▸ BRIEF
Which lines of the data below include the string "every"? Return each of them.

▸ DATA IN THIS EXERCISE
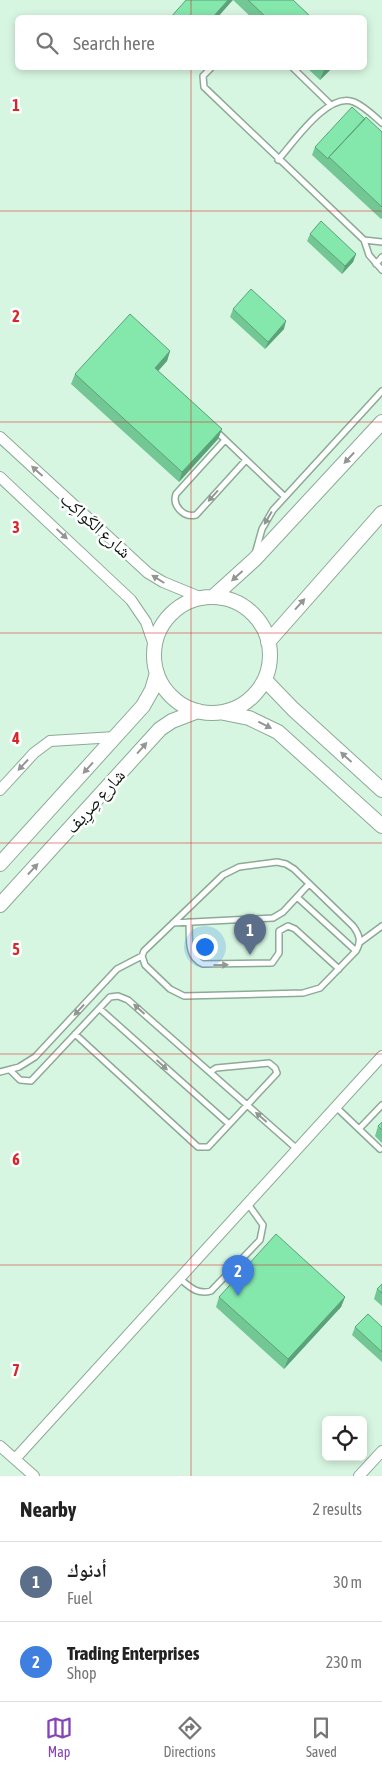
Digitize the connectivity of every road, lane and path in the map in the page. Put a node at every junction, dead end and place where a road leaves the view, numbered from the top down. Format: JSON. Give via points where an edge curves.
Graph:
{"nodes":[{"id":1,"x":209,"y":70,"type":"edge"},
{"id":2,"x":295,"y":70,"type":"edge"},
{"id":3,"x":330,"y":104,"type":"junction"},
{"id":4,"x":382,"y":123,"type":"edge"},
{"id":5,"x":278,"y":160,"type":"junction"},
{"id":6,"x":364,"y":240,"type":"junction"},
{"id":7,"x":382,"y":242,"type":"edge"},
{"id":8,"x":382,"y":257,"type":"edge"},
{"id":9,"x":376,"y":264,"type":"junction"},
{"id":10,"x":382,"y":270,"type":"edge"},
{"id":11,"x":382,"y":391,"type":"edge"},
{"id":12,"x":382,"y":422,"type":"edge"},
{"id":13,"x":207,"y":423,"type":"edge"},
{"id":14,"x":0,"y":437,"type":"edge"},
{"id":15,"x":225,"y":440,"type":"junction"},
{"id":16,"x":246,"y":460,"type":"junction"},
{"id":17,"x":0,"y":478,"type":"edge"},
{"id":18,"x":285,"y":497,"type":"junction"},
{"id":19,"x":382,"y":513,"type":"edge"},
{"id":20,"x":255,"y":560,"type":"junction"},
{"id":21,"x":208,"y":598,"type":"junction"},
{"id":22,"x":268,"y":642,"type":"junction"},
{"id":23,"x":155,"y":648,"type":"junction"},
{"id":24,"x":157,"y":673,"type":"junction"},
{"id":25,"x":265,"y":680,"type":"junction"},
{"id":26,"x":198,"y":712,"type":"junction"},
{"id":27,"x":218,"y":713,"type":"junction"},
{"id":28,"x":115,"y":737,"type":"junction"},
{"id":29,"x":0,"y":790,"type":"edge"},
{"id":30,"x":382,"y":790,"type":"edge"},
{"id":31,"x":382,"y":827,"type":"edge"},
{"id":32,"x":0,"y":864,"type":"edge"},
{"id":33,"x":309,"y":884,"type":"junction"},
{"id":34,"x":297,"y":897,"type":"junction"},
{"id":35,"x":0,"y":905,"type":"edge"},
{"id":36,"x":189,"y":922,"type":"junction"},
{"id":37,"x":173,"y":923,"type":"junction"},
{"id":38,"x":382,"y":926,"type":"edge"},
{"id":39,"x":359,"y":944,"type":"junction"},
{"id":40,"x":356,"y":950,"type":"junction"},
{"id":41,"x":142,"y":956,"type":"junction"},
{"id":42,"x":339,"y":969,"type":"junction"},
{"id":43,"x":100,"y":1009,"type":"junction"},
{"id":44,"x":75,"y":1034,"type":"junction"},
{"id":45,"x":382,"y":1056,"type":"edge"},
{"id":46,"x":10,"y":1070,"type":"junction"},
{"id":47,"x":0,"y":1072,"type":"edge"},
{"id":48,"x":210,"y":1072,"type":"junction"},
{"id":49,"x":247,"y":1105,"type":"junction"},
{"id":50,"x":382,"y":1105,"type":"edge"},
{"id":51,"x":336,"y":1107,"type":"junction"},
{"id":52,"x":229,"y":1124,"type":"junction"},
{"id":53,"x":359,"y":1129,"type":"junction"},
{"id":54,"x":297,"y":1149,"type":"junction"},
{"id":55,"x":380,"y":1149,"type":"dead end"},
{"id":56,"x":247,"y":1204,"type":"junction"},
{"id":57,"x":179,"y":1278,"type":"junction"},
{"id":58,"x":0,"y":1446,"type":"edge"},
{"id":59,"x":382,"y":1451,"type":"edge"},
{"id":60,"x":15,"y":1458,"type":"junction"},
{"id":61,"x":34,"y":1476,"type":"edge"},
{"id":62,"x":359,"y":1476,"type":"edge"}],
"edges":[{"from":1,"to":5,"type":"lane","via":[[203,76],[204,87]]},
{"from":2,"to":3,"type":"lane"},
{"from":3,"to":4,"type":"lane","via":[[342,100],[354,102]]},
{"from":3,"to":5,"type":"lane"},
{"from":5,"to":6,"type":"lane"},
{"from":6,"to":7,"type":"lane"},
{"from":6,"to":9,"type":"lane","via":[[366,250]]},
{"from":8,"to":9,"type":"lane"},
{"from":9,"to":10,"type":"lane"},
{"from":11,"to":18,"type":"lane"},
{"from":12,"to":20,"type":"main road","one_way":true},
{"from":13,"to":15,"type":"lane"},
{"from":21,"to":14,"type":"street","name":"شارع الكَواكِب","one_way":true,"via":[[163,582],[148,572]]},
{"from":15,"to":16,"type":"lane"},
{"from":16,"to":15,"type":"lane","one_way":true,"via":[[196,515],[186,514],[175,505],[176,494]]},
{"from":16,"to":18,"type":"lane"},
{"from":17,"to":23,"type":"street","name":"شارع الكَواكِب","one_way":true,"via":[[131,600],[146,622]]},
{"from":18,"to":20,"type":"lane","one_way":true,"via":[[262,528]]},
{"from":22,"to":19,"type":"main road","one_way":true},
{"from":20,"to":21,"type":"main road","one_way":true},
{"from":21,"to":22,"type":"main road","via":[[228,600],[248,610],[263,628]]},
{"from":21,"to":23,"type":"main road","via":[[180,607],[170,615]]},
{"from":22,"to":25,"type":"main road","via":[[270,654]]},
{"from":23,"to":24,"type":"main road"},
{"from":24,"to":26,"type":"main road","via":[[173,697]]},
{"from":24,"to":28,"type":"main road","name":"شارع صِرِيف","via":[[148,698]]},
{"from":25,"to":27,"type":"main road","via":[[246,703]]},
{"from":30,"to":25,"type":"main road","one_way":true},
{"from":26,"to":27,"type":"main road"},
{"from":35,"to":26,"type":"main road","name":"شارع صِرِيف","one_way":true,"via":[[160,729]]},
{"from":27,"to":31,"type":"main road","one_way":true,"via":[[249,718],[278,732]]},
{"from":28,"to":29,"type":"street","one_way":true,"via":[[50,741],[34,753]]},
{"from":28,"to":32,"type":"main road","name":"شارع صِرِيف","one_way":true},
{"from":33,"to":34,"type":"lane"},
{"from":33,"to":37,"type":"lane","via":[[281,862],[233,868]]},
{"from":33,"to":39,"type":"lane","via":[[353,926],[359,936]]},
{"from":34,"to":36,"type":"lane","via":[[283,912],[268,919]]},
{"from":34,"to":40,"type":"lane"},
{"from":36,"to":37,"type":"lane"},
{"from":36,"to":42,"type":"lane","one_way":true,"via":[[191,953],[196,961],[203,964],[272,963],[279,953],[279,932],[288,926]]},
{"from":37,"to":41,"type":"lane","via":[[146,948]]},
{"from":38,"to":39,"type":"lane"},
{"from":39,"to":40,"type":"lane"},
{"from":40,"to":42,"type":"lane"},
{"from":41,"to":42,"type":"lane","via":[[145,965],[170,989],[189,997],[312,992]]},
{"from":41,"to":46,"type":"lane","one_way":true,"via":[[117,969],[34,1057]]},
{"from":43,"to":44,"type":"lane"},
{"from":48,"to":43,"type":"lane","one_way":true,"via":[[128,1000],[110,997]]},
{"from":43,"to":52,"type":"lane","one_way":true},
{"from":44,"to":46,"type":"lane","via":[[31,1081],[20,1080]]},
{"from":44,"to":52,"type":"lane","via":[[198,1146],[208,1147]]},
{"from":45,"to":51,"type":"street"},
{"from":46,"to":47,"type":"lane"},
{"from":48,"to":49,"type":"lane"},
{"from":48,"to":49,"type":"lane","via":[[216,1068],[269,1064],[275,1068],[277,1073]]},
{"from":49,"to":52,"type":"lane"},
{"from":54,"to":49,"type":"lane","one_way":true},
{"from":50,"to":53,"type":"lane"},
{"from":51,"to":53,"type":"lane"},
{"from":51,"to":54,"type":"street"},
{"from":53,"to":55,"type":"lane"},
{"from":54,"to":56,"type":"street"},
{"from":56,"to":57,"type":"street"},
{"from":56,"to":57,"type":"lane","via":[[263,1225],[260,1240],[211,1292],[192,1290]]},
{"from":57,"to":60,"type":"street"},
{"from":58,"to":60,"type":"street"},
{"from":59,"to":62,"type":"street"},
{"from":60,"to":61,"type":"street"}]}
--
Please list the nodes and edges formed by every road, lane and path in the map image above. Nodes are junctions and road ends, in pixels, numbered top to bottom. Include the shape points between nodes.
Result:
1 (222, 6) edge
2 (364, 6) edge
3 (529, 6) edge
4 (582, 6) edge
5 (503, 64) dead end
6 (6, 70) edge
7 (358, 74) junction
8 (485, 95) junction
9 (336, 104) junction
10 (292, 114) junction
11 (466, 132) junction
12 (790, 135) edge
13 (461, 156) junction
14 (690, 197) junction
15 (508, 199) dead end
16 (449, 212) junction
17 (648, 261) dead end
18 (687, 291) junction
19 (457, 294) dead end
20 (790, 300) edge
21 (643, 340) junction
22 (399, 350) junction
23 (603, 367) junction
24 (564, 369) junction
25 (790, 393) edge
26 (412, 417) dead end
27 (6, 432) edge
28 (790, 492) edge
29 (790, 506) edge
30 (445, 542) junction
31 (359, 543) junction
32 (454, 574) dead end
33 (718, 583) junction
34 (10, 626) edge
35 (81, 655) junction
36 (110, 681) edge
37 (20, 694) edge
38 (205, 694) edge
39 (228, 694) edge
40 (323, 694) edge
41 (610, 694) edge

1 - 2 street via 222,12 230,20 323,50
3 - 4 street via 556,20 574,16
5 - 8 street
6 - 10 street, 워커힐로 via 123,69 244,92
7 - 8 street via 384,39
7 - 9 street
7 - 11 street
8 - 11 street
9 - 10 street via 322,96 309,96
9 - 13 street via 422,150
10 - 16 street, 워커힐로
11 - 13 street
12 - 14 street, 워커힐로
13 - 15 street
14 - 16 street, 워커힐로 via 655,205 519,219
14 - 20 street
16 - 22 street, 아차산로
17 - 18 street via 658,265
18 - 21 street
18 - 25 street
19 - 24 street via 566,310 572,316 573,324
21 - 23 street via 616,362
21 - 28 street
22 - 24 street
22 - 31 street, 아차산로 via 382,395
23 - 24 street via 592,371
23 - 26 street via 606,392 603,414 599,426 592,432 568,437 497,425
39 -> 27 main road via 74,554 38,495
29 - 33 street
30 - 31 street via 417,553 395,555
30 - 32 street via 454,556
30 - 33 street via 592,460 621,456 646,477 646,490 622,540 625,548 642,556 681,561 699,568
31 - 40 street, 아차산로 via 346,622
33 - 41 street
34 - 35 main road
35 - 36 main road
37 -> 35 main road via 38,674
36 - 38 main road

▸ PROBLEM SOLUTION
Digitize the connectivity of every road, lane and path in the map in the page. Put a node at every junction, dead end and place where a road leaves the view, numbered from the top down. Format: JSON. Give via points where an edge curves.
Please list the nodes and edges formed by every road, lane and path in the map image above. Nodes are junctions and road ends, in pixels, numbered top to bottom. Include the shape points between nodes.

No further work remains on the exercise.